_Supplied information_:
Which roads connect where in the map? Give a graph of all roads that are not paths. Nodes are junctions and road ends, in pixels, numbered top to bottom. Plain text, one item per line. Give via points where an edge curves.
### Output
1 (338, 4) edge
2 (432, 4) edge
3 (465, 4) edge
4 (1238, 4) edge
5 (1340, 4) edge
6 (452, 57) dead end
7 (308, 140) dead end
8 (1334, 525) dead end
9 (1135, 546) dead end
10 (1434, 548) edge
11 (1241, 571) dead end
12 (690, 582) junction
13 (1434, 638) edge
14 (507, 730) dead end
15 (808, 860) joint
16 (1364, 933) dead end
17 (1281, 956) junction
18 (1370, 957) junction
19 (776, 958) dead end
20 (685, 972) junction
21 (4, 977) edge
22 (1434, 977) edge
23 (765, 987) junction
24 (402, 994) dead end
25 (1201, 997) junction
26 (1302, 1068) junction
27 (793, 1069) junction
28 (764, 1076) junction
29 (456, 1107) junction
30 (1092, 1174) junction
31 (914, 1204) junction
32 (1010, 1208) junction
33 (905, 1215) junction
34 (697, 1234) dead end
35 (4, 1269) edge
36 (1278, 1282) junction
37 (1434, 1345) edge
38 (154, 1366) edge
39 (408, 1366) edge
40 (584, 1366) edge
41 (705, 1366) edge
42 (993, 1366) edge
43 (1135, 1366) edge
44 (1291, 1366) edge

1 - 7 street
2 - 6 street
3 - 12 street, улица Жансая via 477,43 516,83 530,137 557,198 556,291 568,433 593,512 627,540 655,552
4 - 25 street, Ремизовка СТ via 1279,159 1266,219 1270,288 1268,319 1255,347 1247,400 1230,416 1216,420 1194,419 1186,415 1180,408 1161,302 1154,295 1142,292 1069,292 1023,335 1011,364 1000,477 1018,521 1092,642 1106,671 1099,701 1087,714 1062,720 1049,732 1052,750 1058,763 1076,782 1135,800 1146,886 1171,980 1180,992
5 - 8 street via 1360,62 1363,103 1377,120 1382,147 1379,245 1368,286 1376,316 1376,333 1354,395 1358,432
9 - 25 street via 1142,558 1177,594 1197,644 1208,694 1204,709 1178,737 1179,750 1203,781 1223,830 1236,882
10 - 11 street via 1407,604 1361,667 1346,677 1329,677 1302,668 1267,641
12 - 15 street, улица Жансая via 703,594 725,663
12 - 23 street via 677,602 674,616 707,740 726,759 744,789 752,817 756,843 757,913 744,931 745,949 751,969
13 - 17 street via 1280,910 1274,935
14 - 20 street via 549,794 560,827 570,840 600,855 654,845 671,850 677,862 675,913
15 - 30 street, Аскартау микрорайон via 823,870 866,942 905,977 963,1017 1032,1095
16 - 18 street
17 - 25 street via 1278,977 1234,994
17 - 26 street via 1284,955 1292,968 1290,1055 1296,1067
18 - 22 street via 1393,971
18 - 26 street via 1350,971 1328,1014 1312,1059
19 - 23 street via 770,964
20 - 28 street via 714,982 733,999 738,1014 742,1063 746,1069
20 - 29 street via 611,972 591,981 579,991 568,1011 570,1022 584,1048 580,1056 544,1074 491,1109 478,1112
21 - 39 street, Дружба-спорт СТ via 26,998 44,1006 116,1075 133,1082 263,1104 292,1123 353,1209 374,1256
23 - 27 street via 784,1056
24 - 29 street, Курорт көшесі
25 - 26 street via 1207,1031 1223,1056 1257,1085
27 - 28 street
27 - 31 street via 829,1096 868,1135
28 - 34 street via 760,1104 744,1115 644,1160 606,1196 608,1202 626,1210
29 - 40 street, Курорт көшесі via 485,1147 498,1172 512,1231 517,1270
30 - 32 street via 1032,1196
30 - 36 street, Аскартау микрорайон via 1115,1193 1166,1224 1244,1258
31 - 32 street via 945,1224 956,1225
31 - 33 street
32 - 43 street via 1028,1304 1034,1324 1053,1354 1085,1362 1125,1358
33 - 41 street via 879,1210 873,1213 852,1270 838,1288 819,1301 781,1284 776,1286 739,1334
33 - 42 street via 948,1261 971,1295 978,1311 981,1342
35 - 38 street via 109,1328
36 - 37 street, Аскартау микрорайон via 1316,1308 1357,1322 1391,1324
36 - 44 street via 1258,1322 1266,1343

_Work required_: All lines of the records above that carry the word "Жансая" should be listed.

_Task result_:
3 - 12 street, улица Жансая via 477,43 516,83 530,137 557,198 556,291 568,433 593,512 627,540 655,552
12 - 15 street, улица Жансая via 703,594 725,663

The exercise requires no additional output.